Brunnstrom approach
Brunnstrom approach to movement therapy
Brunnstrom Movement Therapy, or the Brunnstrom Approach, is a stroke rehabilitation framework describing sequential motor recovery after hemiplegia. It is most closely associated with abnormal limb synergies, the evolution of spasticity, and the transition from flaccidity to voluntary, more selective motor control.
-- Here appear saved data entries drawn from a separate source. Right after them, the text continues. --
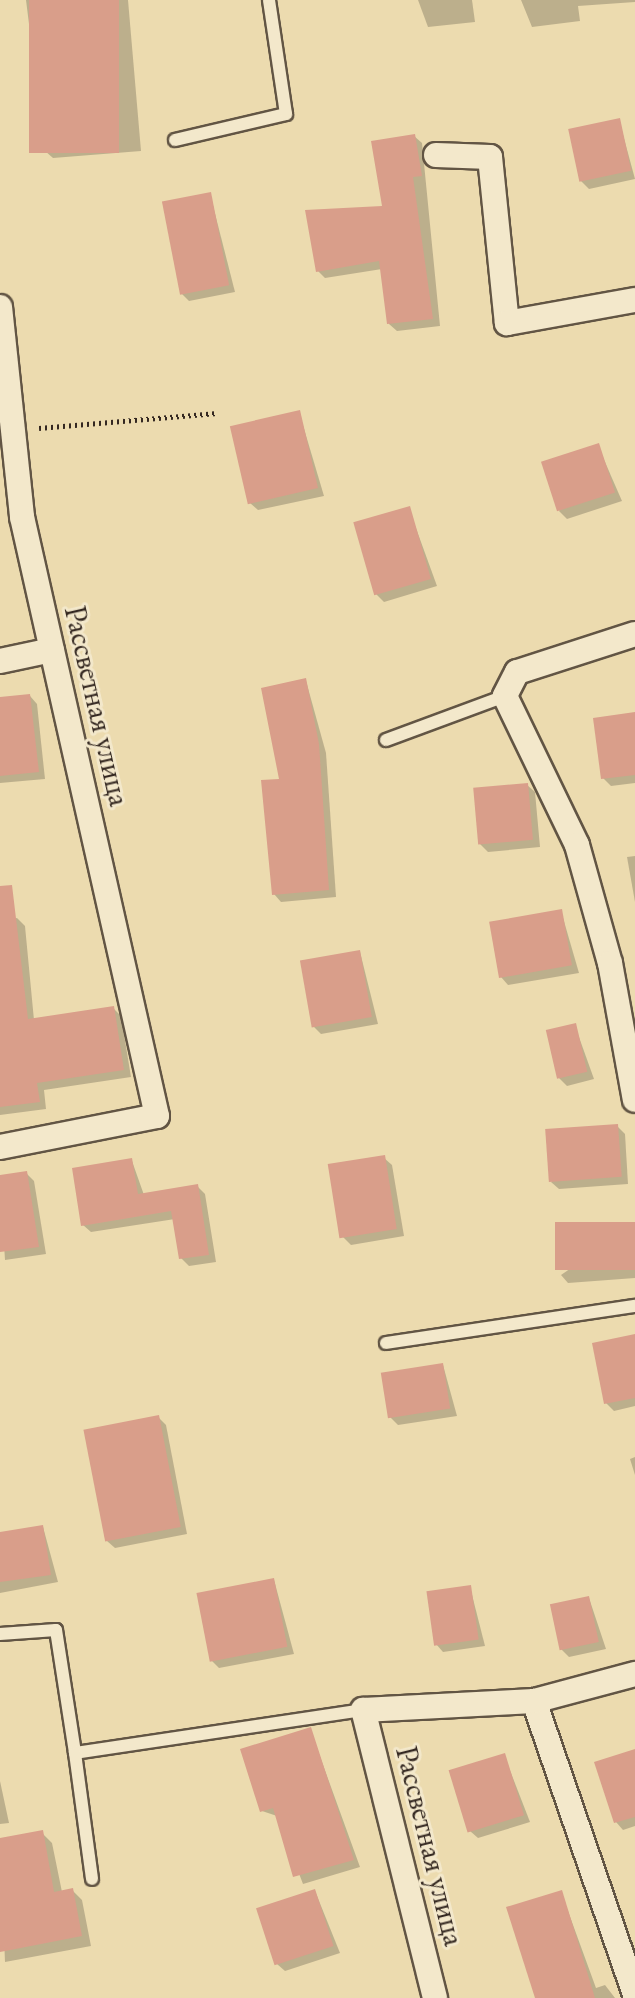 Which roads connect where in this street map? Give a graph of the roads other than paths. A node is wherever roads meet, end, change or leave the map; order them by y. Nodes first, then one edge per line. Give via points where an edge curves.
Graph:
1 (269, 0) edge
2 (175, 140) dead end
3 (436, 155) dead end
4 (635, 300) edge
5 (0, 307) edge
6 (3, 371) edge
7 (635, 634) edge
8 (52, 650) junction
9 (0, 661) edge
10 (505, 696) junction
11 (386, 740) dead end
12 (635, 1100) edge
13 (0, 1147) edge
14 (635, 1306) edge
15 (386, 1343) dead end
16 (0, 1634) edge
17 (635, 1674) edge
18 (534, 1701) junction
19 (363, 1710) junction
20 (75, 1753) junction
21 (92, 1879) dead end
22 (635, 1994) edge
23 (435, 1998) edge

1 - 2 lane via 286,114
3 - 4 street via 490,157 507,323
5 - 6 street, Рассветная улица
6 - 8 street, Рассветная улица via 22,517
7 - 10 street via 517,672
8 - 9 street
8 - 13 street, Рассветная улица via 157,1116
10 - 11 lane
10 - 12 street via 577,845 610,963
14 - 15 lane
16 - 20 lane via 56,1630
17 - 18 street
18 - 19 street
18 - 22 street
19 - 20 lane
19 - 23 street, Рассветная улица
20 - 21 lane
The term is also used loosely for the Brunnstrom recovery stages, the Brunnstrom hand stages, and therapy techniques that use reflexes, associated reactions, sensory stimulation, and mass movement patterns to facilitate voluntary movement.
In modern practice, Brunnstrom staging is better regarded as a clinical description of impairment and recovery, rather than a stand-alone evidence-based rehabilitation programme. Contemporary stroke rehabilitation emphasises individualised goal setting, multidisciplinary therapy, progressive strengthening, repetitive task-specific practice, gait training, constraint-induced movement therapy in selected patients, and adjuncts such as electrical stimulation, robotics, mirror therapy, or virtual reality where appropriate.
The eponymous term commemorates Signe Brunnstrom (1898–1988), a Swedish-American physiotherapist who developed a neurophysiological approach to hemiplegia testing and therapy during the 1950s–1960s.
Historical timeline
1906 – Sherrington and reflex physiology
Sir Charles Scott Sherrington’s The Integrative Action of the Nervous System provided a physiological framework for flexor withdrawal, extensor thrust, and crossed extensor reflexes. Brunnstrom later explicitly linked hemiplegic synergies to these spinal reflex patterns.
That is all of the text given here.